BEGIN Dataset content
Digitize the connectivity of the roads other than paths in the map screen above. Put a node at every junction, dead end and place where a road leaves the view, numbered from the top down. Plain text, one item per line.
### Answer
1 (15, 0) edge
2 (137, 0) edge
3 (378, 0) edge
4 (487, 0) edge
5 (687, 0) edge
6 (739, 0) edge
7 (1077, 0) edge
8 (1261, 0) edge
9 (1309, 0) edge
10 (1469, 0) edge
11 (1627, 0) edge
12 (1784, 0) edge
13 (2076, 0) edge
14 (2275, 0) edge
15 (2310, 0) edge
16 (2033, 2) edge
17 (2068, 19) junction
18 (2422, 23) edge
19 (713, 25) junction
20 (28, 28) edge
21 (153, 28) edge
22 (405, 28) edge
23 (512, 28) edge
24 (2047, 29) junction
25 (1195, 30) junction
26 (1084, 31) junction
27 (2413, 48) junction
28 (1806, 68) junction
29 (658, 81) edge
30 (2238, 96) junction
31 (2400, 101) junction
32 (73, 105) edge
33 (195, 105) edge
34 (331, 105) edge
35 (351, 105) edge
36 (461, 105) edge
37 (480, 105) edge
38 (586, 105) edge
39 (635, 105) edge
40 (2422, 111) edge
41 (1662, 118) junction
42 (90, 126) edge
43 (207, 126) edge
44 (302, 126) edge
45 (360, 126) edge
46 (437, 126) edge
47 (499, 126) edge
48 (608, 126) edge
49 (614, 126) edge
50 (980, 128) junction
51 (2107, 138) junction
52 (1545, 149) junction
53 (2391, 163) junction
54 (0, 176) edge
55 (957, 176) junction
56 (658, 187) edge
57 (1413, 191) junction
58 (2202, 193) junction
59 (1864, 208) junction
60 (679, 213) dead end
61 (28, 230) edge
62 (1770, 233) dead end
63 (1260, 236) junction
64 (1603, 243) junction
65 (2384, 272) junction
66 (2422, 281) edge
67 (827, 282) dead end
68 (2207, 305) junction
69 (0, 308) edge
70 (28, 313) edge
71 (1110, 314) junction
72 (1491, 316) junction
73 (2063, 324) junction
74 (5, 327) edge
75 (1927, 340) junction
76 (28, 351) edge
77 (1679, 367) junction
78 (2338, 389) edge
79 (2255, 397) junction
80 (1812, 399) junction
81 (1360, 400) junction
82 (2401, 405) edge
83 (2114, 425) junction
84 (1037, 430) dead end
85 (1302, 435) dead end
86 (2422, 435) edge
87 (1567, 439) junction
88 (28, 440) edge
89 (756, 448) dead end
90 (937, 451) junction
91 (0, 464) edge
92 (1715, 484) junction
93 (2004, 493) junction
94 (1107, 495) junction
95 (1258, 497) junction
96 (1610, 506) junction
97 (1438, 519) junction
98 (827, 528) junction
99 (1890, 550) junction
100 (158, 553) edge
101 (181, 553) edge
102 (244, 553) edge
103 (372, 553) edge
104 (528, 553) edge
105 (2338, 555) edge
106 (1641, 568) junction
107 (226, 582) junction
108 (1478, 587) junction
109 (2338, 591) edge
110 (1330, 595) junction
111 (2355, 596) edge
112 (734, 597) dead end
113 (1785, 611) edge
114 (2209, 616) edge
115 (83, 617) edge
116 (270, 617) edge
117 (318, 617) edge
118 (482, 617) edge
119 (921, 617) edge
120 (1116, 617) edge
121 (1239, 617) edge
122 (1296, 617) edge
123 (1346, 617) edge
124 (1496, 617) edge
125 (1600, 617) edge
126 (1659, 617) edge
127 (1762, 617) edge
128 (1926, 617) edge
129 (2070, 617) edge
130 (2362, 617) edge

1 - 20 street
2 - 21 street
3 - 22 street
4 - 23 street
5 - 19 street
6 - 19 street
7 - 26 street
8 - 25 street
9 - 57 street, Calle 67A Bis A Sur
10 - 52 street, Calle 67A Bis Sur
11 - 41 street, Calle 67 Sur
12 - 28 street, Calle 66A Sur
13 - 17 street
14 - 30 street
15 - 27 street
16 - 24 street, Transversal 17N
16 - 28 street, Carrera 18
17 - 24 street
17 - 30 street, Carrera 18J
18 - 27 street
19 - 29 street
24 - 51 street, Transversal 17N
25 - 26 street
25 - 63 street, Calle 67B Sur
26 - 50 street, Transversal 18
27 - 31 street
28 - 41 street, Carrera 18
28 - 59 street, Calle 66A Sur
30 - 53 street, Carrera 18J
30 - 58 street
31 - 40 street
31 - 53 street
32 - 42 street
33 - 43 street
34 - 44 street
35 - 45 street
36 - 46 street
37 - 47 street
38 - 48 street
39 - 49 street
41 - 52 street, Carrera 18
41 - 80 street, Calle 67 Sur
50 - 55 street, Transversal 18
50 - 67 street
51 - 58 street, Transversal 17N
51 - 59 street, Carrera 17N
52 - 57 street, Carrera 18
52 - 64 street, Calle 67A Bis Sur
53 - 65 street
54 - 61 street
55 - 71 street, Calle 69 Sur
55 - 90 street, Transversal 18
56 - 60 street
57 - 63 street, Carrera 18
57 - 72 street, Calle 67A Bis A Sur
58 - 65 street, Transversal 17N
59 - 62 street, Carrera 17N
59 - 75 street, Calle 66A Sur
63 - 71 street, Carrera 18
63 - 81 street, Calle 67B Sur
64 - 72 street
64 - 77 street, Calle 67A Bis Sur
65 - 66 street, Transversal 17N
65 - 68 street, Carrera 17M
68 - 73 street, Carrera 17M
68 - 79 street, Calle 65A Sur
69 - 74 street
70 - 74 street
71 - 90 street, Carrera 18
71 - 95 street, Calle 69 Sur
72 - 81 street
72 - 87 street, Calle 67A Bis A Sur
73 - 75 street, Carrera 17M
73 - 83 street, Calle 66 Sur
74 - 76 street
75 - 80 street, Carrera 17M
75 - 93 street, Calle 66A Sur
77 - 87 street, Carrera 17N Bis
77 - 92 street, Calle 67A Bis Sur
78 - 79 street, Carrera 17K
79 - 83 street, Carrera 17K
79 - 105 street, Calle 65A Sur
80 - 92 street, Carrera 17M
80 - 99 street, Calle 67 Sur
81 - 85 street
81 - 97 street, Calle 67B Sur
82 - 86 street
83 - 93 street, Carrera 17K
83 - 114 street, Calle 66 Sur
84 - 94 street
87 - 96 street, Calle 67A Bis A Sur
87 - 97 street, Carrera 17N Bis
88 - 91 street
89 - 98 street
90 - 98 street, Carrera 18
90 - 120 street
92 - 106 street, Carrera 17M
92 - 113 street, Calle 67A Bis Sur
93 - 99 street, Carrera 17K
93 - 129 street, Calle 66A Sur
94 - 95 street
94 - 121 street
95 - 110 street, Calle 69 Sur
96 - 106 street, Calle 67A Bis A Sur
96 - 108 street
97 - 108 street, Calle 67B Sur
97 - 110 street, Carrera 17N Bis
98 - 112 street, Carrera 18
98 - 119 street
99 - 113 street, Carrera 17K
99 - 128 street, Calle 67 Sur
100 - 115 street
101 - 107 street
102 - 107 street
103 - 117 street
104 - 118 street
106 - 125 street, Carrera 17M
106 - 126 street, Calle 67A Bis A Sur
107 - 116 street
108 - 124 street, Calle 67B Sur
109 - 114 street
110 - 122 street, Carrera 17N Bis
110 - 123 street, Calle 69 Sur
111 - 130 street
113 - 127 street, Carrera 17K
END Dataset content
Assignment | Apply a filter for "Transversal" to the data above, then copy each line that matches.

Task output |
16 - 24 street, Transversal 17N
24 - 51 street, Transversal 17N
26 - 50 street, Transversal 18
50 - 55 street, Transversal 18
51 - 58 street, Transversal 17N
55 - 90 street, Transversal 18
58 - 65 street, Transversal 17N
65 - 66 street, Transversal 17N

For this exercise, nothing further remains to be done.